Task goal =>
Look through the records, and wherever the string "Ridge" turns up, copy out that line.

Stored records =>
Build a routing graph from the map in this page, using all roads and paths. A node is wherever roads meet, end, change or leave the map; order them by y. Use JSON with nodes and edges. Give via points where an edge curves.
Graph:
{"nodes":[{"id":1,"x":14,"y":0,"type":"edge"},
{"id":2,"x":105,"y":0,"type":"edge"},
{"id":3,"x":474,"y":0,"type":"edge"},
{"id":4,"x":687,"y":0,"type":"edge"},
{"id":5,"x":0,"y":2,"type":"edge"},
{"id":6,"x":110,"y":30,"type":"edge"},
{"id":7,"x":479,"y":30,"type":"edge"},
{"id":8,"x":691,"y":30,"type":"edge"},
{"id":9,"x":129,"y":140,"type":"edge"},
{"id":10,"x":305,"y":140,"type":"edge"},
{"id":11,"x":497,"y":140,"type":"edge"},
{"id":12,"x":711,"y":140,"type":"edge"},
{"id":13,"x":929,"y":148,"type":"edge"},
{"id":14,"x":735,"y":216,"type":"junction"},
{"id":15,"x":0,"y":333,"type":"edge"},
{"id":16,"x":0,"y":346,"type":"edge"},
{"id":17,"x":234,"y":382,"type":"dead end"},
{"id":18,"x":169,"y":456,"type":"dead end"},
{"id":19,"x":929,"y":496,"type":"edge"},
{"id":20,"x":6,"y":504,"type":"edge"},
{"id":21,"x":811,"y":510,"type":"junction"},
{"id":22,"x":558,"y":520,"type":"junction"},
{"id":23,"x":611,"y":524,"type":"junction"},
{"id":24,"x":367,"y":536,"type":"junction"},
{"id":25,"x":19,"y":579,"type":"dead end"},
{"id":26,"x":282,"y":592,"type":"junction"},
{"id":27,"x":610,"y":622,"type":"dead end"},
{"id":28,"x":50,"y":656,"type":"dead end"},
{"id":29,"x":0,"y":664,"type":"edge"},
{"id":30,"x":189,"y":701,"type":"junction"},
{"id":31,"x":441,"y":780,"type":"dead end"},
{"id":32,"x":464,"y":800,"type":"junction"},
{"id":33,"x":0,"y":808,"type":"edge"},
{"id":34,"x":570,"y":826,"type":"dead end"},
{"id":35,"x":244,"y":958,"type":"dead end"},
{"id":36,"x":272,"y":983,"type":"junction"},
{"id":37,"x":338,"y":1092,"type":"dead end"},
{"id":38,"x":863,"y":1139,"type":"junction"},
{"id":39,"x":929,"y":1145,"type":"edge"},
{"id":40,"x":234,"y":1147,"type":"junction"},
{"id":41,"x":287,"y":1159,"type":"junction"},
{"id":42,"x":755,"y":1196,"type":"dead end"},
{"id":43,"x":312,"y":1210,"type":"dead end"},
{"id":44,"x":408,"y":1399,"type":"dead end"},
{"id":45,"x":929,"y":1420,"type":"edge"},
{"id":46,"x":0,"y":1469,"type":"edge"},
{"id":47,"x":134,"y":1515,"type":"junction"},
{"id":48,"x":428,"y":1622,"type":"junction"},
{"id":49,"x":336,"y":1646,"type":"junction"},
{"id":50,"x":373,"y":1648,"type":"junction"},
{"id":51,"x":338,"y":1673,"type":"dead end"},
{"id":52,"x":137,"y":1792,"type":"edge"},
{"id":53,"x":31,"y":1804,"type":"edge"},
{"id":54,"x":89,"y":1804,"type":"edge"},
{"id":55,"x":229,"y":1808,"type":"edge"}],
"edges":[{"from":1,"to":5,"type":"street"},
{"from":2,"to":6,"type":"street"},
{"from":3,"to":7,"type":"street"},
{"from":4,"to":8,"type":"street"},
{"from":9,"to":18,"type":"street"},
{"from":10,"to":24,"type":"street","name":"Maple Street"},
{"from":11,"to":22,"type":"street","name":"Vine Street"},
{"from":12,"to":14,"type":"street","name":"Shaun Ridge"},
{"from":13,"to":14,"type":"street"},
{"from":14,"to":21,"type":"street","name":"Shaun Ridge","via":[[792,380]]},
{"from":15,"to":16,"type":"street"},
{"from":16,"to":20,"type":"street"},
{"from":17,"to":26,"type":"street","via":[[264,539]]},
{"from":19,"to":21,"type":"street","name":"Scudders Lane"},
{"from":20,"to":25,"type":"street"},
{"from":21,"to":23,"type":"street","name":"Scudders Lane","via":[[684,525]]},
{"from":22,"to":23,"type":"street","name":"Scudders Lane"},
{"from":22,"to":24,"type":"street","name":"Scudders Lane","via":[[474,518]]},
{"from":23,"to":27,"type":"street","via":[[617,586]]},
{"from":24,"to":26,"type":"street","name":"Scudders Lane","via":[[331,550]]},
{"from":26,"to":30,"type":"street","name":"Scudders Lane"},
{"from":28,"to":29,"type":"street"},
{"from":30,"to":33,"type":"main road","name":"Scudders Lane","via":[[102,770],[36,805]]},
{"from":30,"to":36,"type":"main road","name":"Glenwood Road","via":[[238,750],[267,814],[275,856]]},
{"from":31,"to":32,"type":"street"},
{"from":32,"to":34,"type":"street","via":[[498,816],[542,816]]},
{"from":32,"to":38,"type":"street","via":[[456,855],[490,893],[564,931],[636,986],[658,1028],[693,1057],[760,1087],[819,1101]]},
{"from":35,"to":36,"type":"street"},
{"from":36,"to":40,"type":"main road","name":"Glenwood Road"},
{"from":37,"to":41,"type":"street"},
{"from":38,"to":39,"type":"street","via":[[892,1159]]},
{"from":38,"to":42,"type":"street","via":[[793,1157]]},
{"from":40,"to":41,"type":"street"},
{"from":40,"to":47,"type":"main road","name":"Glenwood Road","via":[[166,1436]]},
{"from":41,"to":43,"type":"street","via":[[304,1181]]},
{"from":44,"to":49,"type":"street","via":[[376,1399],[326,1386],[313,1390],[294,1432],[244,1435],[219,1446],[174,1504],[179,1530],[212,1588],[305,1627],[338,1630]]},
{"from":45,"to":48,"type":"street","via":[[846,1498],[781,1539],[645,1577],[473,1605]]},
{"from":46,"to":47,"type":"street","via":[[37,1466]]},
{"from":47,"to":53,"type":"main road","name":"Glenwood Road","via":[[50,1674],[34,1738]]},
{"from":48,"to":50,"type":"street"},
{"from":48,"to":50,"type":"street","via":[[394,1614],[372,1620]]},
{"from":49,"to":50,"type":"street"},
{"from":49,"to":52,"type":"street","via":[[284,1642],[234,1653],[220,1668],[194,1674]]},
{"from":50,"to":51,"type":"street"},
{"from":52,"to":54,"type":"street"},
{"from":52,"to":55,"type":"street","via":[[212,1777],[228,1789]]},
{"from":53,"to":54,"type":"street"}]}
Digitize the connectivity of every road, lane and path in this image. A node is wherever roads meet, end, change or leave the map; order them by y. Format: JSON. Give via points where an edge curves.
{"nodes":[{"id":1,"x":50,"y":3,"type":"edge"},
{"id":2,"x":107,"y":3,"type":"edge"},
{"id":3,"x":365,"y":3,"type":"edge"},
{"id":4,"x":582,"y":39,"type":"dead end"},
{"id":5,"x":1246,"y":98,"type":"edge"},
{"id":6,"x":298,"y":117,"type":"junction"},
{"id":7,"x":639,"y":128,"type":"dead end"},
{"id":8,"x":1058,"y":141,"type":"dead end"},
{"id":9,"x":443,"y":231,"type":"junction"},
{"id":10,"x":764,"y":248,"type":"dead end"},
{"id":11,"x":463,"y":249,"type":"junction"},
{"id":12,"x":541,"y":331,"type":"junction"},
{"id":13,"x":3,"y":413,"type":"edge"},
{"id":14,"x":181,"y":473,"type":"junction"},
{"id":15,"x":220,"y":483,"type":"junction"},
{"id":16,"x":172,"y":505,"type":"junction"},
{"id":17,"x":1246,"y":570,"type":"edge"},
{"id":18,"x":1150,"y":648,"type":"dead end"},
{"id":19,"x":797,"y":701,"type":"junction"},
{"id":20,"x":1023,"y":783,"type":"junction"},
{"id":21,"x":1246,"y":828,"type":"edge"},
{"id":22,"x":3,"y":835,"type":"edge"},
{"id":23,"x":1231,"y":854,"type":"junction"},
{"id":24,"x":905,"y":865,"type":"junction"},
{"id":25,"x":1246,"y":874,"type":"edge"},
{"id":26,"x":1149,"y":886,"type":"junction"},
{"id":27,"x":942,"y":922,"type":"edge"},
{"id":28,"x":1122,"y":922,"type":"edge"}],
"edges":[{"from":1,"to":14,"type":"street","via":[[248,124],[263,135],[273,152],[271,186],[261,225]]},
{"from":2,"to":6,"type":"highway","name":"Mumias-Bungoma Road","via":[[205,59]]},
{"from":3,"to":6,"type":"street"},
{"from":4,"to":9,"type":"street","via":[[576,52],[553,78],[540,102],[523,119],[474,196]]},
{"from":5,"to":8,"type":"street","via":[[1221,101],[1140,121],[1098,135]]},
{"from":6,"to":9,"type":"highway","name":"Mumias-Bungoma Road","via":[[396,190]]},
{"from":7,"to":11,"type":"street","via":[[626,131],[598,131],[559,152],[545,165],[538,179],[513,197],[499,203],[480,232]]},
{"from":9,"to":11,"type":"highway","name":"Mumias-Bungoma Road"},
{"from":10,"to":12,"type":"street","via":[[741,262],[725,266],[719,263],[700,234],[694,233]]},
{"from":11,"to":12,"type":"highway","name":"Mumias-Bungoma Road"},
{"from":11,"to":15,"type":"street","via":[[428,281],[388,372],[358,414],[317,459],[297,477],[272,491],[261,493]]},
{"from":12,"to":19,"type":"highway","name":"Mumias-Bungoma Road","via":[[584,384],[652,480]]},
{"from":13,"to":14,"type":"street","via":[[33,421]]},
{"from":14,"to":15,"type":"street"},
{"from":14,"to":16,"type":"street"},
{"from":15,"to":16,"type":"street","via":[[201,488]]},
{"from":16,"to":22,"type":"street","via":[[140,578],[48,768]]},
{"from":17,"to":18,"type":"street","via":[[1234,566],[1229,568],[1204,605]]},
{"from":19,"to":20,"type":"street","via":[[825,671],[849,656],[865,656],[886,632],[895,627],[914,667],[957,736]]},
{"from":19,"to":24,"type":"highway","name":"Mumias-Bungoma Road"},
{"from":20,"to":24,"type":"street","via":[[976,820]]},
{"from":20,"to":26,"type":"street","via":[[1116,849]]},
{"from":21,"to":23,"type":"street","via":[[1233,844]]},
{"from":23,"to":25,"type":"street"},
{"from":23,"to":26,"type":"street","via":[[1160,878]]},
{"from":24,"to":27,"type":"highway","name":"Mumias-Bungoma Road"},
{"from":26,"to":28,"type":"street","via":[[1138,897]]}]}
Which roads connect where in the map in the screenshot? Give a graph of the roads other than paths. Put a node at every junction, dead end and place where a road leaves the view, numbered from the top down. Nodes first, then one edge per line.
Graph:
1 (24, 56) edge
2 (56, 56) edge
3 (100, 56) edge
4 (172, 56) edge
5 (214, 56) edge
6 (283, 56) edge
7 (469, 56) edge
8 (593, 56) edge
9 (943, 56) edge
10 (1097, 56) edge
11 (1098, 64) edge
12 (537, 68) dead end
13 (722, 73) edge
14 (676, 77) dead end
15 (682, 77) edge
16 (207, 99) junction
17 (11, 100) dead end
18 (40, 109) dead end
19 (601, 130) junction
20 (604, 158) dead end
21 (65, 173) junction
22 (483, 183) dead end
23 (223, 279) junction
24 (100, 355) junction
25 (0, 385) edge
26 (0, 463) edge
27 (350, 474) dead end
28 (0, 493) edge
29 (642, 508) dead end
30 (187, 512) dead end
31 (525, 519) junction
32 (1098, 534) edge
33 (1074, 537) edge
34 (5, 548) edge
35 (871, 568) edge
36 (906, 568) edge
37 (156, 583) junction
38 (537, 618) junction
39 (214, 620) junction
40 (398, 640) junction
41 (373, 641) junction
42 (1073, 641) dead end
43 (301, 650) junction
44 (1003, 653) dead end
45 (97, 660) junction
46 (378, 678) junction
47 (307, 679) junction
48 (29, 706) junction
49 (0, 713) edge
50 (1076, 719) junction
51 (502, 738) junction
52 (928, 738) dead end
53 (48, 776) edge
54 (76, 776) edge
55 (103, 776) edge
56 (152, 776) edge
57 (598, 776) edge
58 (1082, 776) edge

Expected answer =>
{"from":12,"to":14,"type":"street","name":"Shaun Ridge"},
{"from":14,"to":21,"type":"street","name":"Shaun Ridge","via":[[792,380]]},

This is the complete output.